• WORK REQUEST: Copy every line from the records below that carries the word "edges".

(Data entries)
■ ■ ■ ■ ■ ■ ■

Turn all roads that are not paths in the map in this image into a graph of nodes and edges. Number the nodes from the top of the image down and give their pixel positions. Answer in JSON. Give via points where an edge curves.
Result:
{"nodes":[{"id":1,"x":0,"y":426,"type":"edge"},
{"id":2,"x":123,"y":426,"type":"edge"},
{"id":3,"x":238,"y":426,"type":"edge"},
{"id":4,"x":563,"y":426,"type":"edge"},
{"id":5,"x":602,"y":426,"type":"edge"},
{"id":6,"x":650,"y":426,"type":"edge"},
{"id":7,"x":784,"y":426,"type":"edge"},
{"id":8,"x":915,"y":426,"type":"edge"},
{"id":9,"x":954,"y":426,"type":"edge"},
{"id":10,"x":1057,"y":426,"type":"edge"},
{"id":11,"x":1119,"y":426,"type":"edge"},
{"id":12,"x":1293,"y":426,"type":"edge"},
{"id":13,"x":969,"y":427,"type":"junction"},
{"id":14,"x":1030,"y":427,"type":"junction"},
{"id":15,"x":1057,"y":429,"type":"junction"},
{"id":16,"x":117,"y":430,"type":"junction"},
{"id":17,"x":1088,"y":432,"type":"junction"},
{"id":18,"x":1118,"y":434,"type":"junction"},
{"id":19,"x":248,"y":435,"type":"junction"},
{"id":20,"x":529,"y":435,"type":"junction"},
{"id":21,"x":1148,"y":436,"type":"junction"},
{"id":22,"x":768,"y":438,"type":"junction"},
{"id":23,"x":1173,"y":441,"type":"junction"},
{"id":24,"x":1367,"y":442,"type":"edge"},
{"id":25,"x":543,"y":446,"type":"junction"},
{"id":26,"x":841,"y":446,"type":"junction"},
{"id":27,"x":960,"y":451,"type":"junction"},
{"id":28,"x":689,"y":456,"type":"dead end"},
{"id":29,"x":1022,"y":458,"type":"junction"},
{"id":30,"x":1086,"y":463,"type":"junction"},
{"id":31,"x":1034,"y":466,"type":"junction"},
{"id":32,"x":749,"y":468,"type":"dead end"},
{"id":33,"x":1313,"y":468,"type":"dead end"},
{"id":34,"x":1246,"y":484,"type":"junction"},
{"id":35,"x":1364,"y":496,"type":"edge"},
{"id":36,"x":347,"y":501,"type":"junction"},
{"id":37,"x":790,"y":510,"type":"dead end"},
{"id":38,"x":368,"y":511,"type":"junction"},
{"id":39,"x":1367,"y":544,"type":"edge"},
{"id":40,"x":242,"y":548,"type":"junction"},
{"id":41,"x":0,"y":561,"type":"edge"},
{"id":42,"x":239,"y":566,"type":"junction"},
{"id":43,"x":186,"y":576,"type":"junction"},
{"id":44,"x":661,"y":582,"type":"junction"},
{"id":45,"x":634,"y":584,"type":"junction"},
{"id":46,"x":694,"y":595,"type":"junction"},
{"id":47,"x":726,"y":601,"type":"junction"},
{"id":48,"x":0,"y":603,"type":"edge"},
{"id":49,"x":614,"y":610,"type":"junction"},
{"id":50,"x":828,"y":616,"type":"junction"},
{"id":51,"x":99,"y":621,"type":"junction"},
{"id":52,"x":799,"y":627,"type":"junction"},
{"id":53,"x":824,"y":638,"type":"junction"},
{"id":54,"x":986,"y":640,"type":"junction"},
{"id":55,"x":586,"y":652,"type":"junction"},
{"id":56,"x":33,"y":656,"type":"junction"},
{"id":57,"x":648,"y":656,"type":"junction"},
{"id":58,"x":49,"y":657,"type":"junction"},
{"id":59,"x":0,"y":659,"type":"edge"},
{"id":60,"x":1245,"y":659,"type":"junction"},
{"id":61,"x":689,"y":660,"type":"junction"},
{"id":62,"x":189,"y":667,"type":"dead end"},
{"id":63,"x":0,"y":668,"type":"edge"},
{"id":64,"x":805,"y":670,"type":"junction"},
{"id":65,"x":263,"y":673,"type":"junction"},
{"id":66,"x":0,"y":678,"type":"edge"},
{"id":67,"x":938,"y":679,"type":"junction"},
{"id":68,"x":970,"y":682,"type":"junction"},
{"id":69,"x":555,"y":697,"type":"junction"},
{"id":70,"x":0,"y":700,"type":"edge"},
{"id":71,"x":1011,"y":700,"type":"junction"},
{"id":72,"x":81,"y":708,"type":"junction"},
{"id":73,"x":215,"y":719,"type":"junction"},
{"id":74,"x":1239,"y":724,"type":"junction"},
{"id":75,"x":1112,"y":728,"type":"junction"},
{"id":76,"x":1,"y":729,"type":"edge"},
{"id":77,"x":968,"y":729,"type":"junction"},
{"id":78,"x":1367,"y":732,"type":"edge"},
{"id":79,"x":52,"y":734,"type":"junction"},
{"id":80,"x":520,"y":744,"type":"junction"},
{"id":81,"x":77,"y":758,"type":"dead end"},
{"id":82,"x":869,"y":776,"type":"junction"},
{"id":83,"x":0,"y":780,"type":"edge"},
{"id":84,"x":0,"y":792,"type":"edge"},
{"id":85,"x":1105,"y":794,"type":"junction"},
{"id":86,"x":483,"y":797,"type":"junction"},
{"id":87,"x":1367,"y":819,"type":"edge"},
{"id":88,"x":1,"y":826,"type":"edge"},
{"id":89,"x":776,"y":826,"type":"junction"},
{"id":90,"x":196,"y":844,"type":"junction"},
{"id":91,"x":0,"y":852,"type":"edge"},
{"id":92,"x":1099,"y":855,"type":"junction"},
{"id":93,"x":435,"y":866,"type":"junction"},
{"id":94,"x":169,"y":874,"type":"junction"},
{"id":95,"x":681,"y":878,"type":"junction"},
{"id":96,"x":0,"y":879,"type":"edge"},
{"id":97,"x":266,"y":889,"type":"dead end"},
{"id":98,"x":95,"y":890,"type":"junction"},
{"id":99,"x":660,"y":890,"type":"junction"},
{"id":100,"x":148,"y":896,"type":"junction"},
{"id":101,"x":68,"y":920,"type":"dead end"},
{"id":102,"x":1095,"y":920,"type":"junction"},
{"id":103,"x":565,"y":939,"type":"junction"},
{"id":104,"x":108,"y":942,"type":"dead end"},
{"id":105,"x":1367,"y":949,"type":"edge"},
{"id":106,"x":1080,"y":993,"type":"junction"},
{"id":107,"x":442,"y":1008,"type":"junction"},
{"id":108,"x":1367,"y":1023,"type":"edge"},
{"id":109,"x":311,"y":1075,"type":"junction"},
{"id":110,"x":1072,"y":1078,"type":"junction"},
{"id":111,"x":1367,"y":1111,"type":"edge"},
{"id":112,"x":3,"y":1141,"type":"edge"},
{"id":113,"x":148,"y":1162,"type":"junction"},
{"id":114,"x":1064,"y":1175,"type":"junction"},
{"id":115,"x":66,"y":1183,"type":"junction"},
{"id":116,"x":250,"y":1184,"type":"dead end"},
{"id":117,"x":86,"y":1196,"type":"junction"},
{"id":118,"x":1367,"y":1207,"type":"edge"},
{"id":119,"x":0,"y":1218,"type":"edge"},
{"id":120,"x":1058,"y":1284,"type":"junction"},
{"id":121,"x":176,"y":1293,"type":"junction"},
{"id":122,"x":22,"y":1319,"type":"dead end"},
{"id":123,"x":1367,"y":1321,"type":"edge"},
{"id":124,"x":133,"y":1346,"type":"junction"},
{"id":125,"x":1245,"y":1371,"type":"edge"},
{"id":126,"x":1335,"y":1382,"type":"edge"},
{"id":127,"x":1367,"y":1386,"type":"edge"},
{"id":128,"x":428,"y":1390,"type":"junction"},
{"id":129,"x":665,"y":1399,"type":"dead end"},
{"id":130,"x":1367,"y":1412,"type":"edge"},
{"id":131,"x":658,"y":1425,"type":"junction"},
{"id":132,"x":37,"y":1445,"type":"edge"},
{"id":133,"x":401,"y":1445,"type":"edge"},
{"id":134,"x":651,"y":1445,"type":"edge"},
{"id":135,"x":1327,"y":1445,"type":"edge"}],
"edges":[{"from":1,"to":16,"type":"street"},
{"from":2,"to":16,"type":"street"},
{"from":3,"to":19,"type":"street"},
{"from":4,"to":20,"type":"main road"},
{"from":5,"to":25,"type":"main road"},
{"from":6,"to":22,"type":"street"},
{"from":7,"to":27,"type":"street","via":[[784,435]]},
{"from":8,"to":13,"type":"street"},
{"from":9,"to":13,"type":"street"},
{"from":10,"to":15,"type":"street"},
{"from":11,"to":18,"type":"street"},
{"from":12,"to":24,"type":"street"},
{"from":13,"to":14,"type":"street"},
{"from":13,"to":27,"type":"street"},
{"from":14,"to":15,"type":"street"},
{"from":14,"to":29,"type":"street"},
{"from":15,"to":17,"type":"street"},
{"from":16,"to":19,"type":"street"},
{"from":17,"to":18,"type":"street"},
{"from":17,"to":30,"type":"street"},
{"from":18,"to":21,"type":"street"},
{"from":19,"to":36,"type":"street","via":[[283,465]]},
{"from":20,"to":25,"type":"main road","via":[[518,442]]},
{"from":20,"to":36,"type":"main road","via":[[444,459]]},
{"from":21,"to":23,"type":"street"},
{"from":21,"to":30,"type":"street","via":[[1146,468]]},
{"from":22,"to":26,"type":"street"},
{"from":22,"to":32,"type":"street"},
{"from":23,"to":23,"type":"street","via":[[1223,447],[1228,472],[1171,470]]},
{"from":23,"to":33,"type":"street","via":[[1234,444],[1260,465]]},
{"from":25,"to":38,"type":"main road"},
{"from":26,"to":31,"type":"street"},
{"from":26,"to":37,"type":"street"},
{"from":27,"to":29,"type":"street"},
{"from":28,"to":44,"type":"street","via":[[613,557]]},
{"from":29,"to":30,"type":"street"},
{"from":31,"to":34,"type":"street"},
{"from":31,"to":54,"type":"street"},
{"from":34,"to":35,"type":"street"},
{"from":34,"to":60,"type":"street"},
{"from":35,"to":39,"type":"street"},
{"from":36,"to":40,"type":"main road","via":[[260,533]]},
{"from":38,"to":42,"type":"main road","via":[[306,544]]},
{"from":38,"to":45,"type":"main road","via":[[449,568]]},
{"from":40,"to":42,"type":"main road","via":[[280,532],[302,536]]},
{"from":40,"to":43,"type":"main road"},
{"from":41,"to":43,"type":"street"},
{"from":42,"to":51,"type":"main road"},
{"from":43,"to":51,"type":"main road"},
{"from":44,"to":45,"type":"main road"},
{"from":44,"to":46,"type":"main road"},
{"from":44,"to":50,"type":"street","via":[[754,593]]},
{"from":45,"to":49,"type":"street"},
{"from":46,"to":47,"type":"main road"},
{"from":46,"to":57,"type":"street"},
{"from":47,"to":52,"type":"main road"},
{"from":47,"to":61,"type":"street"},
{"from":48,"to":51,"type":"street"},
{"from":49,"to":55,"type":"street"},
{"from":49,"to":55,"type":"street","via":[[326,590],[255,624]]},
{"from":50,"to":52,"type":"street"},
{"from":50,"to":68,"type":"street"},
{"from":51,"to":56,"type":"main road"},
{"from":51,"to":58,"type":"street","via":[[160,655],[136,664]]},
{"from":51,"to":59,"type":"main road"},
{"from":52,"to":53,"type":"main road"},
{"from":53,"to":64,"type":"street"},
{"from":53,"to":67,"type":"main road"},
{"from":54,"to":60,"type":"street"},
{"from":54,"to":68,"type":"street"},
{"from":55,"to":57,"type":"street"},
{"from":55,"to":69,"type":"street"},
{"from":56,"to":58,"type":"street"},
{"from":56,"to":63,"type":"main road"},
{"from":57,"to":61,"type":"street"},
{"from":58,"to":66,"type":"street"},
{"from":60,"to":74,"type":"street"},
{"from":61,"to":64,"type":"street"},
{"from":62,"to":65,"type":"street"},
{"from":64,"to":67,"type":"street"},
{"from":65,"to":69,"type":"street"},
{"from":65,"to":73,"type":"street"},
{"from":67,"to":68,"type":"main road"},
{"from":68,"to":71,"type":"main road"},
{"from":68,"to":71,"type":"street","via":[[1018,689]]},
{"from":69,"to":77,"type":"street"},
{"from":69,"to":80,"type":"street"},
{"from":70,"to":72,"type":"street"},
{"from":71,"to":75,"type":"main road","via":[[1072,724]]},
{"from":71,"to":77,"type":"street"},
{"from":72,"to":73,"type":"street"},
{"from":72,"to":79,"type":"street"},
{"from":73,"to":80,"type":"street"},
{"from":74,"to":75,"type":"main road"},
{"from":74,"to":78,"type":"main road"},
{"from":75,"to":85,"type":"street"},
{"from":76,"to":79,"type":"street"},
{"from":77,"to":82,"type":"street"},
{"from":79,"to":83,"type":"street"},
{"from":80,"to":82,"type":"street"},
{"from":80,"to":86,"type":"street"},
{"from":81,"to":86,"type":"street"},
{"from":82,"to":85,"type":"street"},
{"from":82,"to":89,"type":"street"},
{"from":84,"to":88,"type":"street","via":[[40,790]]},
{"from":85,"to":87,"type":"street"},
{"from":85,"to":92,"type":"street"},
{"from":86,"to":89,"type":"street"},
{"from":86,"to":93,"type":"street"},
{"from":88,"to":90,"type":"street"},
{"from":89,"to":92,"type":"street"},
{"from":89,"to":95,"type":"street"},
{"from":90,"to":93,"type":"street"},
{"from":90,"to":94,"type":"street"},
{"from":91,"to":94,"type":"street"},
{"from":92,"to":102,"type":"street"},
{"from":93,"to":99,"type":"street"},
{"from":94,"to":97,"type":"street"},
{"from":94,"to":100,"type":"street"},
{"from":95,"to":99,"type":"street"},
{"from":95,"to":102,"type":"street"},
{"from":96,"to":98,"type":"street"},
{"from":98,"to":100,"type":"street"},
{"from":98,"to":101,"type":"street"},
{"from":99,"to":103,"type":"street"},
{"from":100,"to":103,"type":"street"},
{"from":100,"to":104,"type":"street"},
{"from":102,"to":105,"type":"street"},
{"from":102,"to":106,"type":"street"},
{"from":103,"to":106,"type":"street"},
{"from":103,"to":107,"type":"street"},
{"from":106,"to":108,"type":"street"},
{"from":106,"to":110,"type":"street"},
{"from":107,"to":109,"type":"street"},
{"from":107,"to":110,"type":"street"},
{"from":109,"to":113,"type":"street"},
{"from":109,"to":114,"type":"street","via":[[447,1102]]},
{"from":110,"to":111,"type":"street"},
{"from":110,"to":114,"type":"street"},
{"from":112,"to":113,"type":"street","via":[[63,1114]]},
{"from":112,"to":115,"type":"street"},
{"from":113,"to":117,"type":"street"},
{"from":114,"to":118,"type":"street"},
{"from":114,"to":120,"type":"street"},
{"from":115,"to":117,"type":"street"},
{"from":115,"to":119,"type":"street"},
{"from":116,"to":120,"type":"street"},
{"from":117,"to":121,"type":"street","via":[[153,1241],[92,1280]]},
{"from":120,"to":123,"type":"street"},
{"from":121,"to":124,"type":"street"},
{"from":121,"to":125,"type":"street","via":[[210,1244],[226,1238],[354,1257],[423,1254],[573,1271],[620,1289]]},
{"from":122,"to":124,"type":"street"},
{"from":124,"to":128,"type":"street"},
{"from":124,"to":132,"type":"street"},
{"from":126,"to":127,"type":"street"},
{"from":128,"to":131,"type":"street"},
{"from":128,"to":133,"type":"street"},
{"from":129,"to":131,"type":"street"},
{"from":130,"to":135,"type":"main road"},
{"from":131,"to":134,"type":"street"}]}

■ ■ ■ ■ ■ ■ ■

• EXERCISE SOLUTION:
Turn all roads that are not paths in the map in this image into a graph of nodes and edges. Number the nodes from the top of the image down and give their pixel positions. Answer in JSON. Give via points where an edge curves.
"edges":[{"from":1,"to":16,"type":"street"},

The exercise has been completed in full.